• _What is being asked_
Scan the records below, and wherever a line has the word "true", pull it out.

(Stored data entries)
******

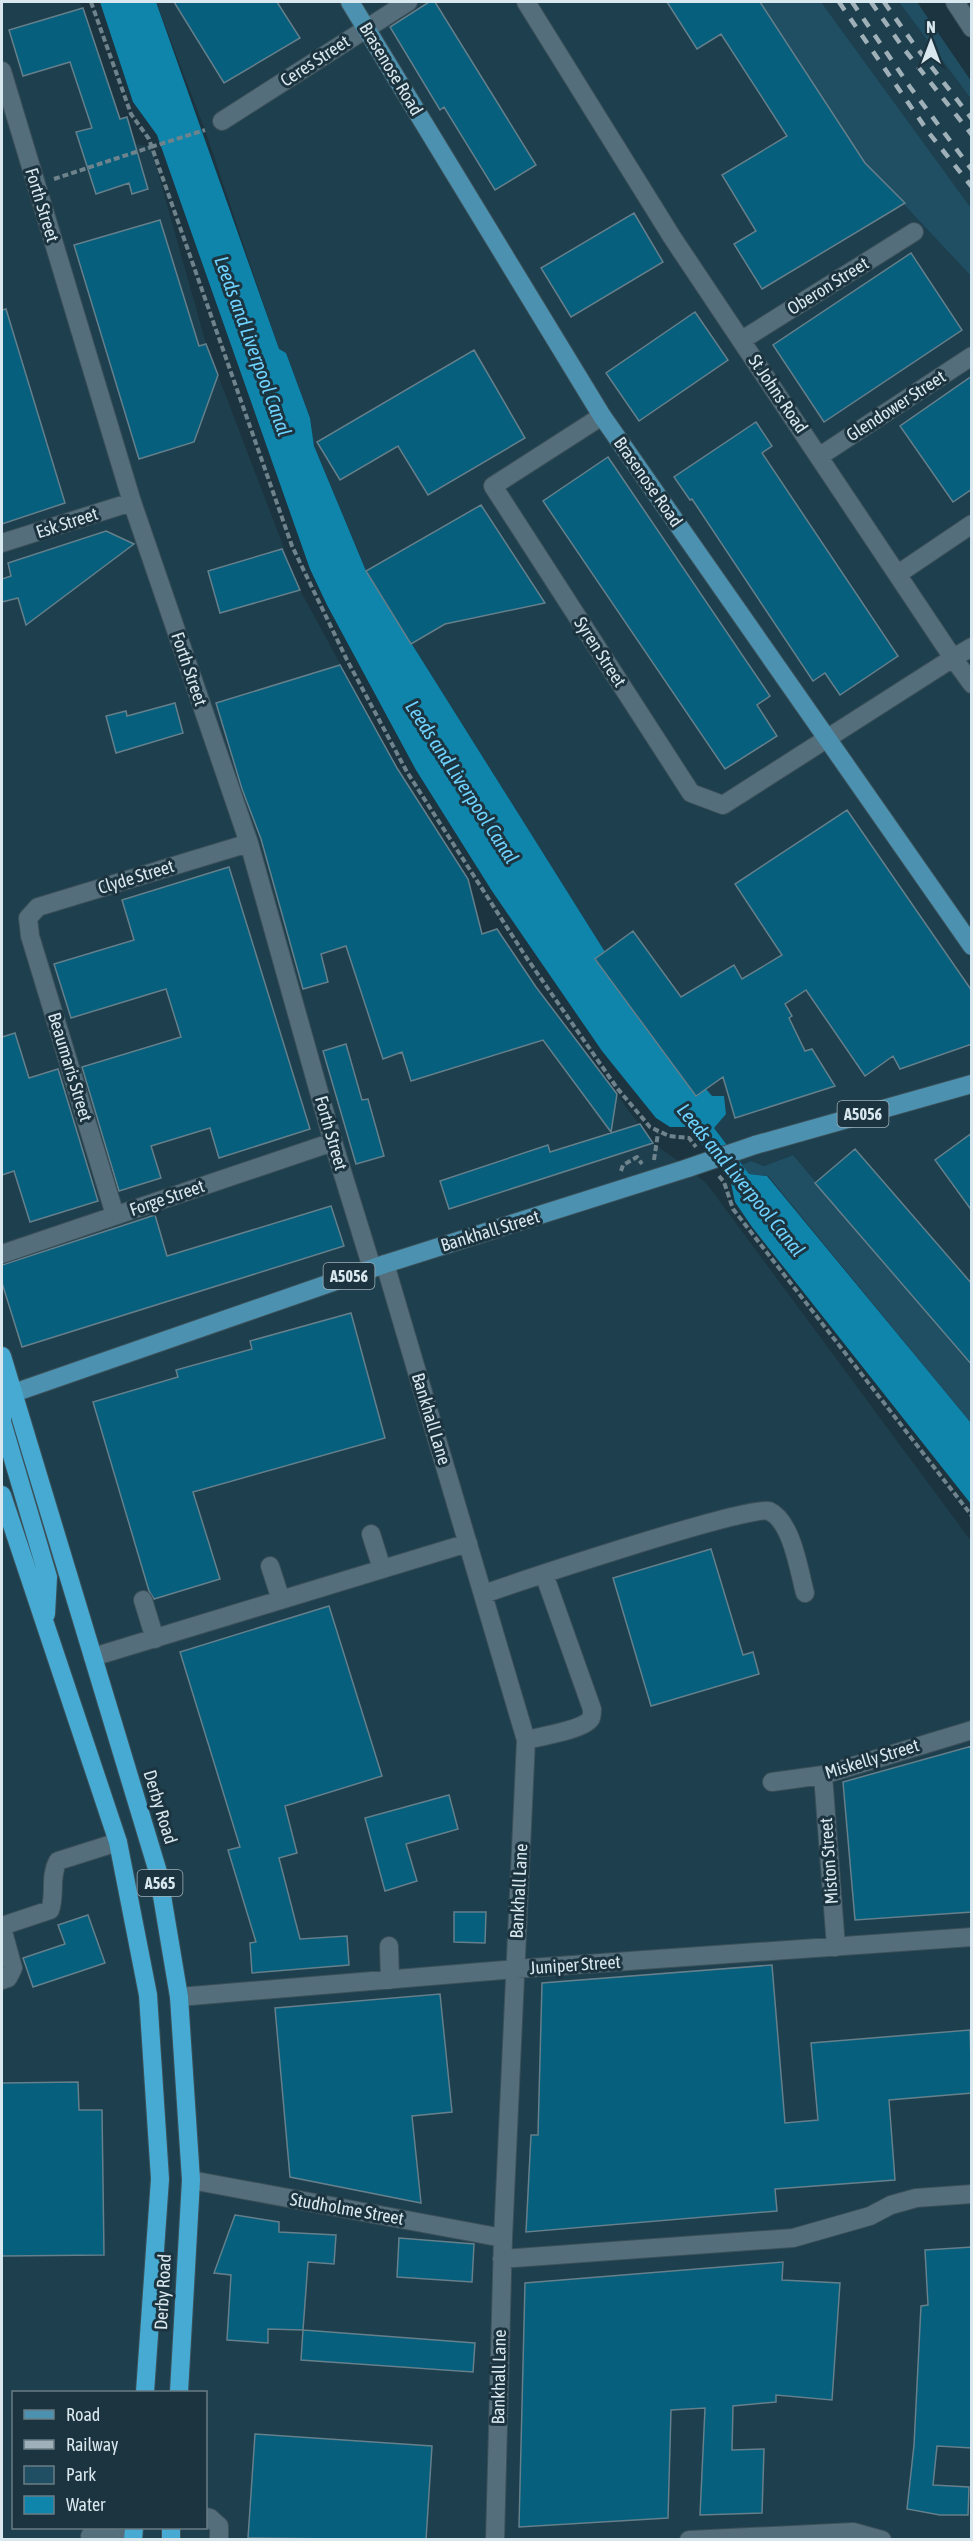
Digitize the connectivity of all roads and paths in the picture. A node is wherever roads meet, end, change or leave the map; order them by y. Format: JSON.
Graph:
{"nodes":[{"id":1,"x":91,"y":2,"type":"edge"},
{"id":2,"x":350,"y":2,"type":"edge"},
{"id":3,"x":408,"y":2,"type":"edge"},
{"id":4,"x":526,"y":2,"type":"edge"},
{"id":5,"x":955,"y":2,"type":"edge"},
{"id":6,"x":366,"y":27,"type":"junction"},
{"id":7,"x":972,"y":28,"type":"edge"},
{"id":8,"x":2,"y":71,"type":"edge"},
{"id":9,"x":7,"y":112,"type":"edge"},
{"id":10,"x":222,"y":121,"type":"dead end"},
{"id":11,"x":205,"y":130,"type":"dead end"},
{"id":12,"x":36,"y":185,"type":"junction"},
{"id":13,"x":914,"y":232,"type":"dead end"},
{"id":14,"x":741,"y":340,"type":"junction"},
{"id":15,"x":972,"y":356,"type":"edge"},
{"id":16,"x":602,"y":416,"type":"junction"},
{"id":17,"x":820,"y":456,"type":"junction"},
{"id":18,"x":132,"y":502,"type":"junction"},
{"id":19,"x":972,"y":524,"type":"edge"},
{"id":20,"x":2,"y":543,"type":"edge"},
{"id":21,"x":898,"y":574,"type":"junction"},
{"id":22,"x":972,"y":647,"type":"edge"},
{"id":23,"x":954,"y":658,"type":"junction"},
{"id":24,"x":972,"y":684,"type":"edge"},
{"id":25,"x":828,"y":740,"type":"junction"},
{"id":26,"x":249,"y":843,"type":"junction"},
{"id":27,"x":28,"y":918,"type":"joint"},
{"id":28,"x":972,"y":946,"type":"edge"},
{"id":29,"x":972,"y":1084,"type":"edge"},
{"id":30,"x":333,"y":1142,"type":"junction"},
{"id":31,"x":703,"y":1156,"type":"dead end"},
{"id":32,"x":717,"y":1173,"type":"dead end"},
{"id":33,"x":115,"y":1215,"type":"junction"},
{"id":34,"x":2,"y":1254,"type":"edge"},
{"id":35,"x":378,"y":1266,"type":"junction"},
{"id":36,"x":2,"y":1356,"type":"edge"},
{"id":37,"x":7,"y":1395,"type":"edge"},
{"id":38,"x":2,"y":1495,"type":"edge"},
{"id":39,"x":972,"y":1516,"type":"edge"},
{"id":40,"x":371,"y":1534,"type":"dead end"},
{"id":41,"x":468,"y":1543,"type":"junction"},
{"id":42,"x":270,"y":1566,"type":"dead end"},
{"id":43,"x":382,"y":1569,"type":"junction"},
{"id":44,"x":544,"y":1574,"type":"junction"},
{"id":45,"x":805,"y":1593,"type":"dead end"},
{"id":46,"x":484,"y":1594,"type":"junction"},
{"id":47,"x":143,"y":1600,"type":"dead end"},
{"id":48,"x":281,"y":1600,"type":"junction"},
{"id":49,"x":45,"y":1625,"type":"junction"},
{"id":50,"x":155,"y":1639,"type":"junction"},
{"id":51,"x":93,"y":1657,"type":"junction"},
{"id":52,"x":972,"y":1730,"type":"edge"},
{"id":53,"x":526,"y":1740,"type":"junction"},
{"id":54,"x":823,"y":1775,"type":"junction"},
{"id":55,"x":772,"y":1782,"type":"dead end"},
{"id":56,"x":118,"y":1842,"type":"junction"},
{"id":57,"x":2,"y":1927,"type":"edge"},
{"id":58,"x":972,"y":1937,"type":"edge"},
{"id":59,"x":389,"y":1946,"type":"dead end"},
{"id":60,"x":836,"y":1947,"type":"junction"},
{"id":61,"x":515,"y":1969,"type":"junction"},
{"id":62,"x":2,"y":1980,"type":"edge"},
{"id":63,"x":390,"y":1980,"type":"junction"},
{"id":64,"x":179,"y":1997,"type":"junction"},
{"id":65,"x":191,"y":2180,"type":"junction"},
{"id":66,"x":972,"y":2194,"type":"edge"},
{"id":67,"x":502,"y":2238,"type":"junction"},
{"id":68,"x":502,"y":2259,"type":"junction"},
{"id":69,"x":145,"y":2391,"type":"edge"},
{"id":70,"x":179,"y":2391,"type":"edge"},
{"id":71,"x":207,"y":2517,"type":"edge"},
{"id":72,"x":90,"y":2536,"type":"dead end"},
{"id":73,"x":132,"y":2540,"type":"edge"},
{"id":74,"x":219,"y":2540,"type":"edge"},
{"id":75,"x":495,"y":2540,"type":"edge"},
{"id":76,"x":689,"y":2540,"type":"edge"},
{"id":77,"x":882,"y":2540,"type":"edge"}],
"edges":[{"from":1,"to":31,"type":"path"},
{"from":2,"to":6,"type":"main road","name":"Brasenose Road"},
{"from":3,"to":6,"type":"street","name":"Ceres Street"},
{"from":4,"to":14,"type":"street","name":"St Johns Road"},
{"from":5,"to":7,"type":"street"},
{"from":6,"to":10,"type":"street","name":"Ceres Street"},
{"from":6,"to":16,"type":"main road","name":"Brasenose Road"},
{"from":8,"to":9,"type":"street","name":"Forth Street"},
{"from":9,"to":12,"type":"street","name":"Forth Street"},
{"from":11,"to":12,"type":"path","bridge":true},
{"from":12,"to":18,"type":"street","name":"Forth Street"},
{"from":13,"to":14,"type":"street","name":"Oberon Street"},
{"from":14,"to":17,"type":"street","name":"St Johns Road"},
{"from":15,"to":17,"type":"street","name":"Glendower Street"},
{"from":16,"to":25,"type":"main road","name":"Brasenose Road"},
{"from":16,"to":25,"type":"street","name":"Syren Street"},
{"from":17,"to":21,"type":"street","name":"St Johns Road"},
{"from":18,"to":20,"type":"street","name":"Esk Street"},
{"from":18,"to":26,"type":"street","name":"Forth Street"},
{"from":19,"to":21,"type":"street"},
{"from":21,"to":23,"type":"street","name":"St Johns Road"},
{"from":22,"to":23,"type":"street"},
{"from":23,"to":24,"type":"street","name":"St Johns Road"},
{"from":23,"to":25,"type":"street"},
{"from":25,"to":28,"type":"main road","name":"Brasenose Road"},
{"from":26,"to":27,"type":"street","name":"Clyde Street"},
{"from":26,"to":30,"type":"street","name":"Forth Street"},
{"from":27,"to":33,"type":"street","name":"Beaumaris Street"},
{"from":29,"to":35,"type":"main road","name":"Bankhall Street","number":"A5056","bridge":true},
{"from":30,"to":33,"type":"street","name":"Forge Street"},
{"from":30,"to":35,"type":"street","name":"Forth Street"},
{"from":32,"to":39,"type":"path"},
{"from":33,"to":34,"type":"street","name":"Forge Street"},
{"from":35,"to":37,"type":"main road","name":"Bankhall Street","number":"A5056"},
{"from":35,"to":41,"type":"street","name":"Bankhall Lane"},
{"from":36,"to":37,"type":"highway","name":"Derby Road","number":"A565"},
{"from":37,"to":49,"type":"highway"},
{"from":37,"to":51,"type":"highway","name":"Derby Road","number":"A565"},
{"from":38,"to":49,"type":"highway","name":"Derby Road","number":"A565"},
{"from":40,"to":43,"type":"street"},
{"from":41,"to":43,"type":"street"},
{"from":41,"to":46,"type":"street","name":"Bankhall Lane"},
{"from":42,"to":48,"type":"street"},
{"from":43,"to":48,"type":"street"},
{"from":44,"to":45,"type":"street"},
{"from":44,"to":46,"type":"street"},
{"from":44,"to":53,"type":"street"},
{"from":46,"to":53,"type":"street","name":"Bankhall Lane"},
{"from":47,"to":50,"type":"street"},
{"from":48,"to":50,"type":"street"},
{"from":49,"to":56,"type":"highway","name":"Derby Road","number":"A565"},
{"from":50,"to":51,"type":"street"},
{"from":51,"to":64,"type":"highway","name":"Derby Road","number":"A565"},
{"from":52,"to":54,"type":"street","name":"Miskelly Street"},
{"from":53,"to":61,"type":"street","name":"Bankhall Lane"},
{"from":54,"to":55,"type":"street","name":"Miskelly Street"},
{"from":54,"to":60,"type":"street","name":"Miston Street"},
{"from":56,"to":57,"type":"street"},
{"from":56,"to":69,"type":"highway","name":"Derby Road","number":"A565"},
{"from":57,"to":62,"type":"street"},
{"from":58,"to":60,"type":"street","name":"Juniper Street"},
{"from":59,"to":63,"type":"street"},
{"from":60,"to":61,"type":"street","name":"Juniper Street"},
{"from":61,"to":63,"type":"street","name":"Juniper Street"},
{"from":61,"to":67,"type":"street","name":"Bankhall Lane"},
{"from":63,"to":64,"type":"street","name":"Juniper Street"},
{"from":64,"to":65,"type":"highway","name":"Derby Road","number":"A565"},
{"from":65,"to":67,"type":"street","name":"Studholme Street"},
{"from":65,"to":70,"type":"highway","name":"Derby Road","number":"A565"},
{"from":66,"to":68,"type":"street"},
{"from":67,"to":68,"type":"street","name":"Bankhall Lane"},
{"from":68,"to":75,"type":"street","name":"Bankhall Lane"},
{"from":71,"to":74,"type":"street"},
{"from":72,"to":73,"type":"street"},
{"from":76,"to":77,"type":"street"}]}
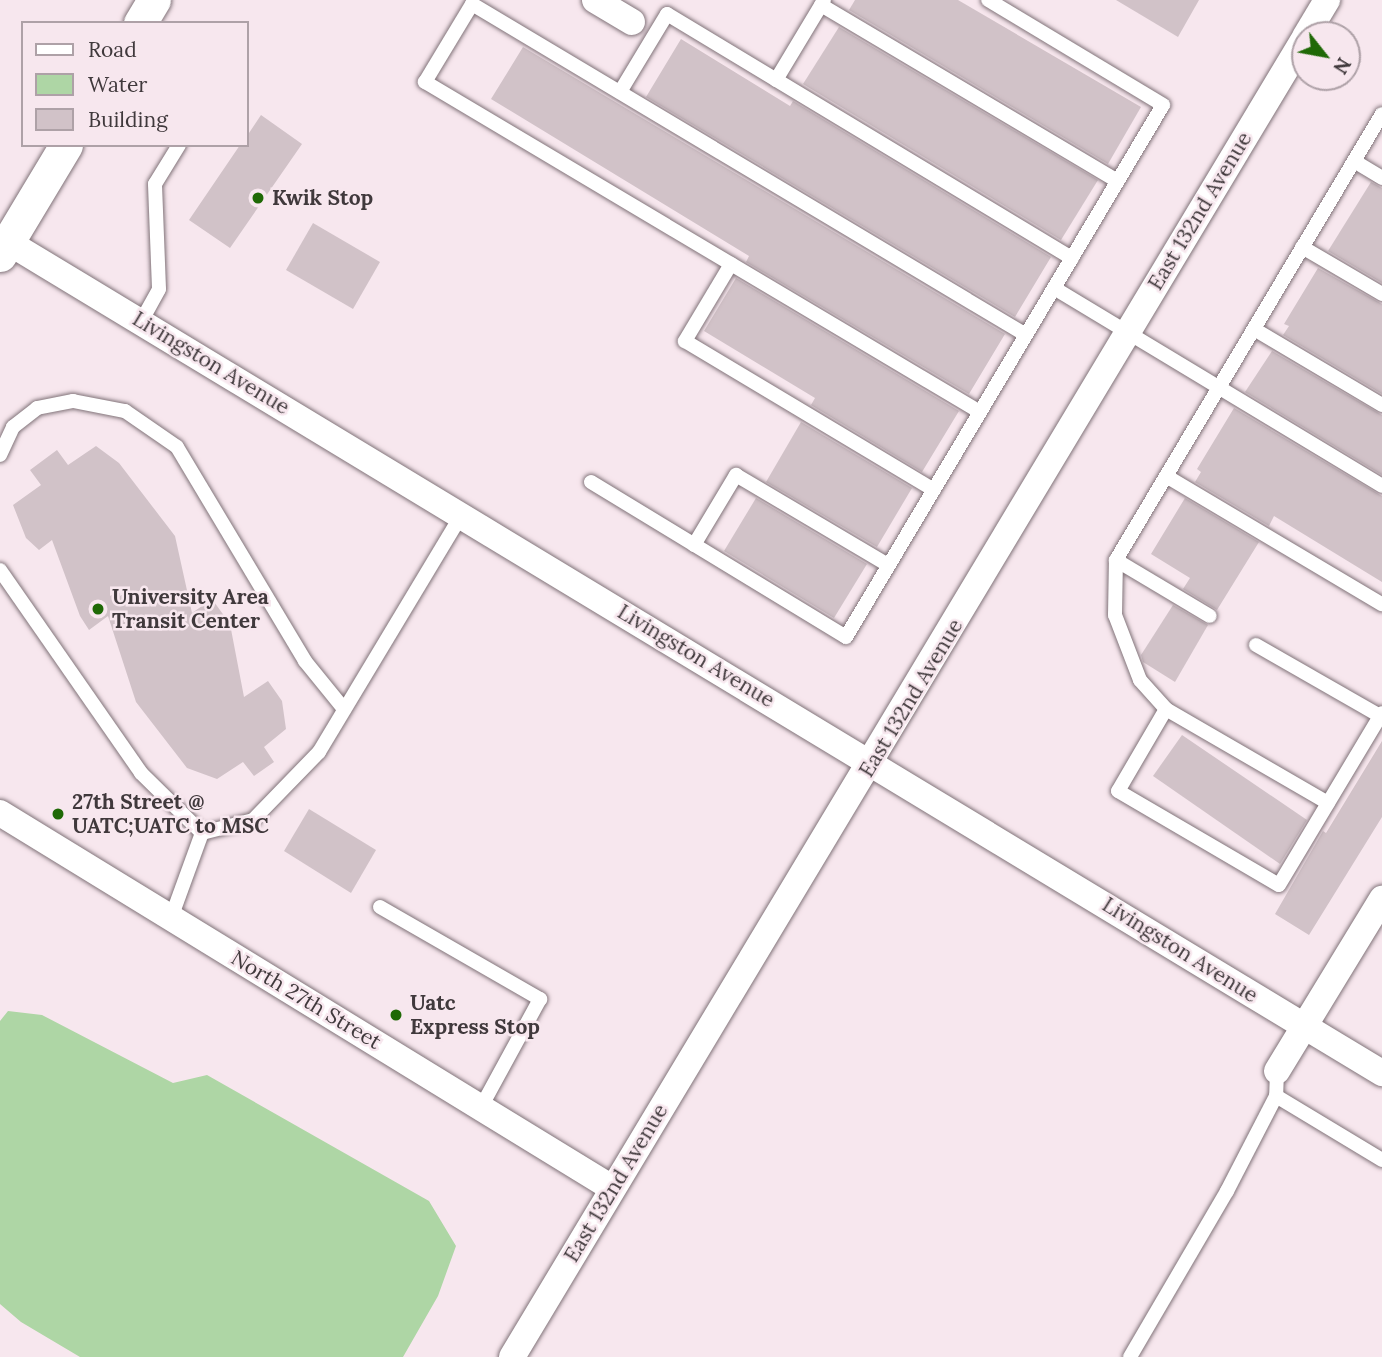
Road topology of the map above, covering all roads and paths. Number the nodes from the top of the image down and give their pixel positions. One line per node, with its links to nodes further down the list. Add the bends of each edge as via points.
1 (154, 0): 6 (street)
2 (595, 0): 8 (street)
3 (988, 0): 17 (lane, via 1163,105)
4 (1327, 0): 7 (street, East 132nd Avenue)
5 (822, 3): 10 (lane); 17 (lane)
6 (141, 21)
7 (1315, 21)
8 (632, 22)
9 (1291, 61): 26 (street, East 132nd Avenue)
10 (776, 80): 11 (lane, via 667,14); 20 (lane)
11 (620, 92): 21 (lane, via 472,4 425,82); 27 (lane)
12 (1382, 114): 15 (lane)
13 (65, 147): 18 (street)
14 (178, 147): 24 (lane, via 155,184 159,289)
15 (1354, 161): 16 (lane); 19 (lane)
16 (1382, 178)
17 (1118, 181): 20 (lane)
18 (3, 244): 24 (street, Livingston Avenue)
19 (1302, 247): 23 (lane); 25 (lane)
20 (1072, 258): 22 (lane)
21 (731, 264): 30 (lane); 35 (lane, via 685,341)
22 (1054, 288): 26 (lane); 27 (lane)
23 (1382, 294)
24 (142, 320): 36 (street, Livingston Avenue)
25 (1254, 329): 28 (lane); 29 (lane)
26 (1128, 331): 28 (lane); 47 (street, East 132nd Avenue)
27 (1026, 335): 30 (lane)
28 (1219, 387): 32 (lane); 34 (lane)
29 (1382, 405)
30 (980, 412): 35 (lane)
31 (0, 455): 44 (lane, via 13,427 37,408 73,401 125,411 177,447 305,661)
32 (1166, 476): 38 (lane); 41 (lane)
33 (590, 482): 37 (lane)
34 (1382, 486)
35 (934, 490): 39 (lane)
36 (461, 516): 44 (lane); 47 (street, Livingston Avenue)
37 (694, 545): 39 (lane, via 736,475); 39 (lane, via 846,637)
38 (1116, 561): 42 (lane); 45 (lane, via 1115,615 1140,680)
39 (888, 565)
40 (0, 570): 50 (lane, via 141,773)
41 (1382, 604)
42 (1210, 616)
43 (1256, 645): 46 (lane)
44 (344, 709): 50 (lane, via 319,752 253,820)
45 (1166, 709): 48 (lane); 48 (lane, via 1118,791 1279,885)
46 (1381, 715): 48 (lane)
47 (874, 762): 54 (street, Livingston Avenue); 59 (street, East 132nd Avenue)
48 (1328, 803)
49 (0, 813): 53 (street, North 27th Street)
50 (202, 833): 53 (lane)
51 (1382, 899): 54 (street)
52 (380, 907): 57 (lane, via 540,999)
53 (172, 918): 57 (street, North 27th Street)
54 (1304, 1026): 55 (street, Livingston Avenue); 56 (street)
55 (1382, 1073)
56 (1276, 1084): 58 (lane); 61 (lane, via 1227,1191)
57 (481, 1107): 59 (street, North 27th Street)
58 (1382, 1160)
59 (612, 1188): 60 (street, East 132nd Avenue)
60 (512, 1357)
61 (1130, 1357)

******

• _Response_
{"from":11,"to":12,"type":"path","bridge":true},
{"from":29,"to":35,"type":"main road","name":"Bankhall Street","number":"A5056","bridge":true},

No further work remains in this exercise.